導入するからには、開発として従来あったクレジットカード決済の場合の処理フローにうまく乗せられるのが理想的でした。 しかし、サービス申し込みのタイミングや、その後更新のタイミングでも即時的に決済が行われるクレジットカード払いと異なり、銀行振込の場合は請求書をお客様に送ってから振り込みを行ってもらうまでのタイムラグはどうしても発生してしまいます。
また、従来手作業で行っていた請求書の作成・送付作業については月末月初に当月のものを一括で行っており、ここがクレカの処理フローに乗せる上でネックになっていました。
上記の課題は、従来手動で月末月初に行っていた請求書関連の処理をEightサービス上でユーザー様が申し込みを行った時刻で毎月請求書を送るようにフローを調整することで対応しました。 これにより元々クレジットカード決済で利用していた、StripeのBillingの仕組みにうまく乗っかることができるようになりました。クレジットカードの場合は上記タイミングで支払いが行われた後、領収書がお客様側に届く流れになっていたところが、銀行振込の場合は同タイミングで請求書が届く流れになります。
その後、請求書の金額をユーザー様が振り込むと、Stripeが入金の決済処理を行い、支払いのステータス遷移や弊社側への売上の入金等はクレジットカードの場合と同様に取り扱ってくれます。
少し技術的な話
銀行振込機能自体のドキュメントはPilot版のため公開されていません*1が、Billingの請求書送付に関するStripeのドキュメントは公開されています。
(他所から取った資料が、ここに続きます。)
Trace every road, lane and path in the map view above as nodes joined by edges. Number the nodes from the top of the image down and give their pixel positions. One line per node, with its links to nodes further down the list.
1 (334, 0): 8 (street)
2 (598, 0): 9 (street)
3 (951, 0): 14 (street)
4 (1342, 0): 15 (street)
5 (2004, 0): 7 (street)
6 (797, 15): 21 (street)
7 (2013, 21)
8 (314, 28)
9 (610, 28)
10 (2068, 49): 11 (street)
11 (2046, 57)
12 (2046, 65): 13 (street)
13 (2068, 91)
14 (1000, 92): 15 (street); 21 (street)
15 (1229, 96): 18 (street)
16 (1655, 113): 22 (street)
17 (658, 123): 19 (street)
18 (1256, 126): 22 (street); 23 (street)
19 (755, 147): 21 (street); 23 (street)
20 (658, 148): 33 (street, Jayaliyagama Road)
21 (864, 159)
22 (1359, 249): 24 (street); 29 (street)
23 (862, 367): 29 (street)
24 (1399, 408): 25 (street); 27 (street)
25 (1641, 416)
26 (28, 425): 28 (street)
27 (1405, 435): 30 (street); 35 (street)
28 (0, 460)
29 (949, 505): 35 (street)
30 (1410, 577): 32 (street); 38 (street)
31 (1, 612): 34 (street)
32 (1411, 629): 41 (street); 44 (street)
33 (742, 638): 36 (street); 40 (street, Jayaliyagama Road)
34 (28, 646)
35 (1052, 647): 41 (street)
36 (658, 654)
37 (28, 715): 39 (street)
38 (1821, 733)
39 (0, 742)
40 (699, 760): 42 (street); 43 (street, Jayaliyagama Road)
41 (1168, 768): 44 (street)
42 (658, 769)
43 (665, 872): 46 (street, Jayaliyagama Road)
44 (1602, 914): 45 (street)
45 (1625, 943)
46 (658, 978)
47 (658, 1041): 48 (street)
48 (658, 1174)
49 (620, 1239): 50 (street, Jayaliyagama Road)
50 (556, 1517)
銀行振込の場合は支払い方法として collection_method
を send_invoice
に設定することで、上記のタイミングでお客様側に請求書を送信することができるようになります。
請求書が送信された後に、いつまでに支払いを行ってもらうかというパラメータ(days_until_due
)を設定することで、支払期限を設定し、それに伴ってStripe上での決済管理のフローや未払いの回収業務フローを組み立てることができます。
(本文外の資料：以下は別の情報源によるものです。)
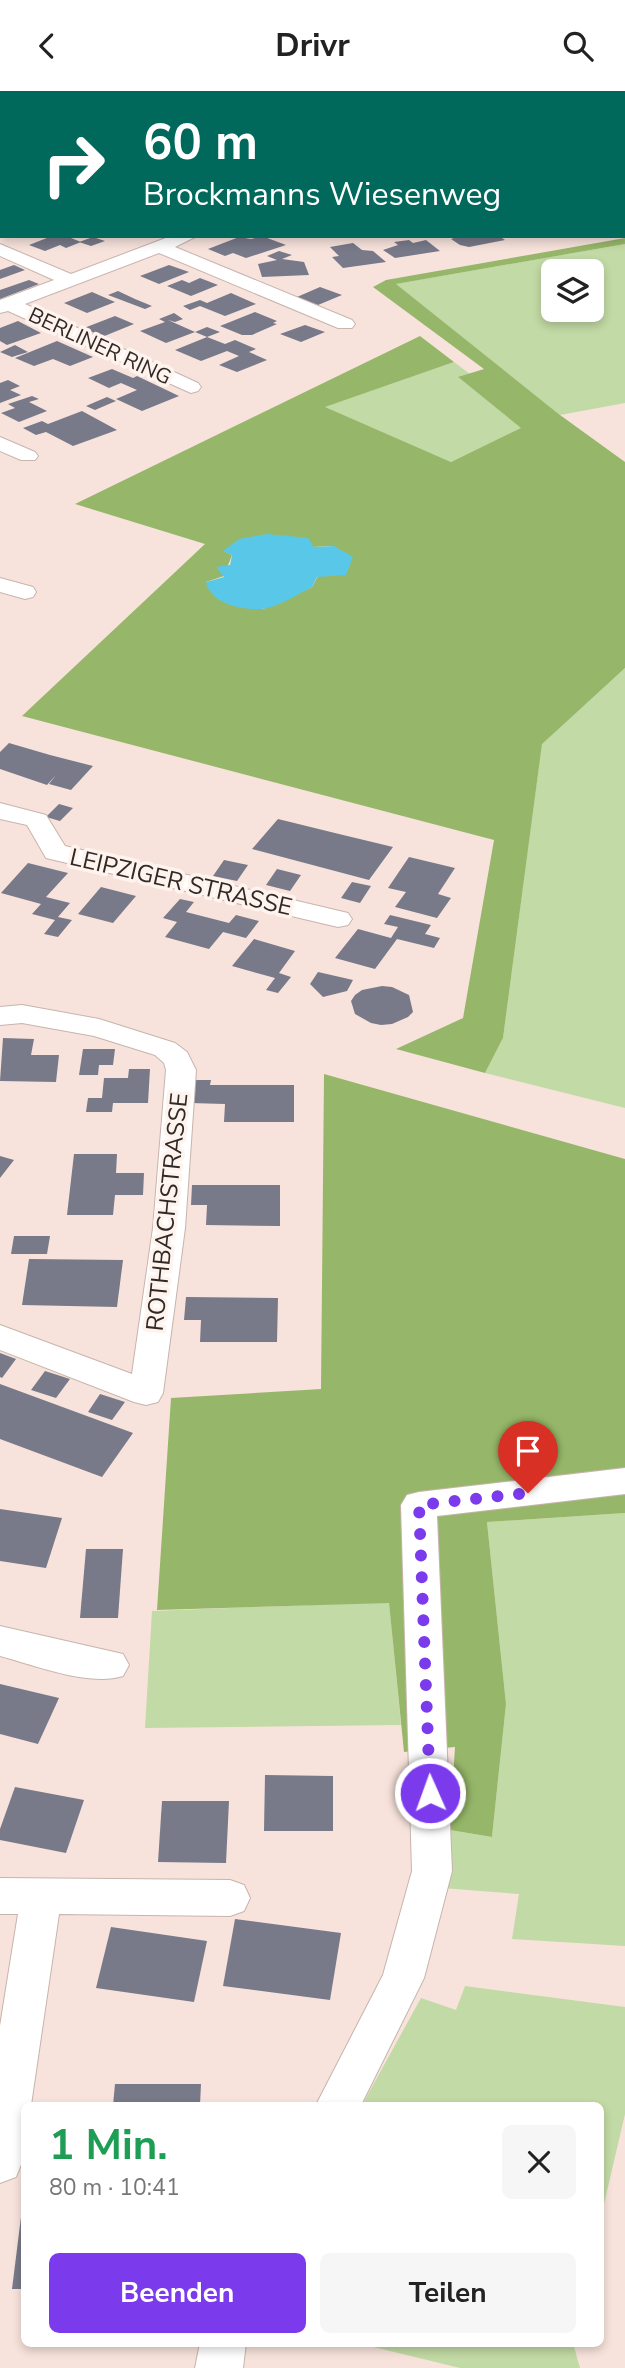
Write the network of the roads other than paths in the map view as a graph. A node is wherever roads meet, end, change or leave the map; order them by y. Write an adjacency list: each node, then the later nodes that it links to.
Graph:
1 (183, 238): 2 (street, BERLINER RING)
2 (160, 247): 4 (street, BERLINER RING); 6 (street)
3 (0, 249): 4 (street)
4 (71, 281): 5 (street, BERLINER RING)
5 (5, 306): 7 (street, BERLINER RING)
6 (345, 324)
7 (191, 387)
8 (0, 443): 9 (street)
9 (28, 456)
10 (0, 585): 11 (street)
11 (25, 592)
12 (0, 811): 13 (street, LEIPZIGER STRASSE)
13 (338, 919)
14 (0, 1016): 15 (street, ROTHBACHSTRASSE)
15 (0, 1337)
16 (625, 1481): 22 (street)
17 (0, 1641): 18 (street)
18 (110, 1664)
19 (0, 1896): 20 (street)
20 (41, 1898): 21 (street); 23 (street)
21 (230, 1898)
22 (340, 2102)
23 (0, 2162)
24 (222, 2347): 25 (street)
25 (219, 2368)

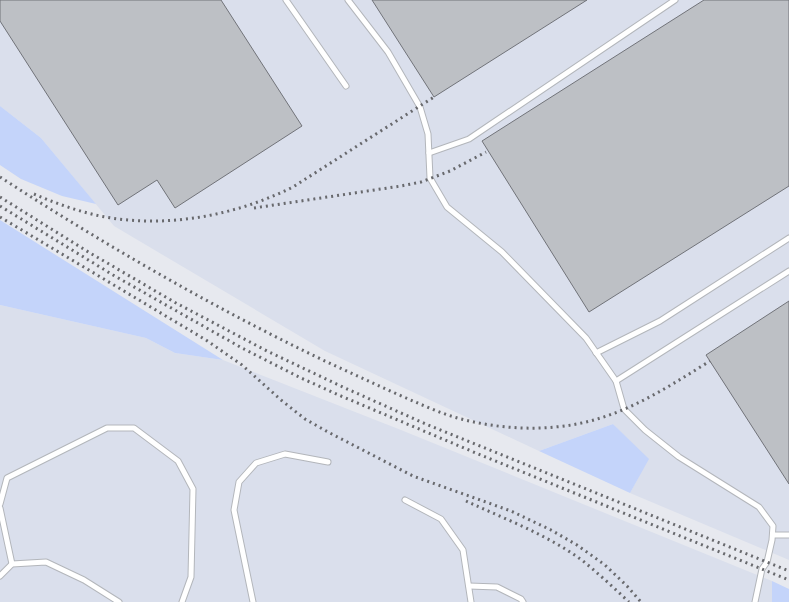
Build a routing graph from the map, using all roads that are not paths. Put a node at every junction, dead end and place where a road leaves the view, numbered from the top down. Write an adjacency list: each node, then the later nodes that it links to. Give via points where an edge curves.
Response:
1 (286, 0): 4 (lane)
2 (348, 0): 5 (lane, via 388,52 420,107 428,134)
3 (675, 0): 5 (lane, via 469,138)
4 (346, 86)
5 (429, 153): 8 (lane, via 430,178 447,207 502,252 586,338)
6 (789, 238): 8 (lane, via 660,321)
7 (789, 271): 9 (lane)
8 (596, 353): 9 (lane)
9 (616, 381): 14 (lane, via 624,409 645,430 679,457 758,507 773,526)
10 (328, 462): 21 (lane, via 285,454 256,463 239,482 234,510)
11 (405, 500): 18 (lane, via 441,519 463,550)
12 (0, 504): 20 (lane, via 7,478 107,428 134,428 178,461 193,489 191,577)
13 (0, 508): 16 (lane)
14 (773, 534): 15 (lane); 24 (lane)
15 (789, 535)
16 (12, 564): 17 (lane); 19 (lane, via 46,562 84,580)
17 (0, 576)
18 (469, 586): 22 (lane); 23 (lane, via 497,587)
19 (119, 602)
20 (182, 602)
21 (252, 602)
22 (471, 602)
23 (523, 602)
24 (755, 602)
Eightの企業向けプレミアムサービスでは、支払期限が翌月末日になるように上記パラメータを設定しています。
開発期間
上述の通り、既に存在していたクレジットカードの処理に合わせる形で、支払手段として銀行振込を選べるようにしたというのが実際の開発内容です。
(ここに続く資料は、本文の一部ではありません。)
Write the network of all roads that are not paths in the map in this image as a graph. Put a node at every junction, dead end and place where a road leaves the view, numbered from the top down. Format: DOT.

Stripeの仕組みのおかげもあり、実際の開発作業を最小限に抑えることができたおかげで、開発着手から本番環境への機能リリースまでは1ヶ月もかからないスピード感で開発することができました。
導入したメリット
ということで、無事に企業向けプレミアムサービスにおける銀行振込(請求書払い)の対応を行うことができました。 導入したメリットとして以下のようなことが挙げられるかなと思います。
- Stripe上に決済データが集約
- 処理を統一でき、今後の開発が楽に
- 担当者による請求書作成、送付のコストがなくなった
- 銀行振込(請求書払い)を希望するお客様から申し込みやすくなった
どれも大きな利点なのですが、従来の課題だった手作業での請求書作成・送付の手間が0になったのは、現場から「大変助かりました。」という声を実際にいただき、対応して良かったなと実感しました。
また、Stripe上に決済データが集約できたのも大きなメリットです。 Stripeのダッシュボード上でこれまでの売上など様々なレポート指標を閲覧することができるのですが、これまで手作業でまとめていたデータが集約され、StripeのUI上から確認できるようになったことで、開発しつつビジネスの状況把握の感度をあげるためのきっかけが増えたと思います。
まとめ
今回ざっとStripeの銀行振込機能(Pilot版)とその導入について紹介させていただきました。 決済基盤がStripeで完結できるようになったことで、ビジネスに貢献できるしくみが整ったかなと思います。 現在これをベースに、お客様からご要望いただいていた新たな機能(商品)について開発を行っている真っ最中です。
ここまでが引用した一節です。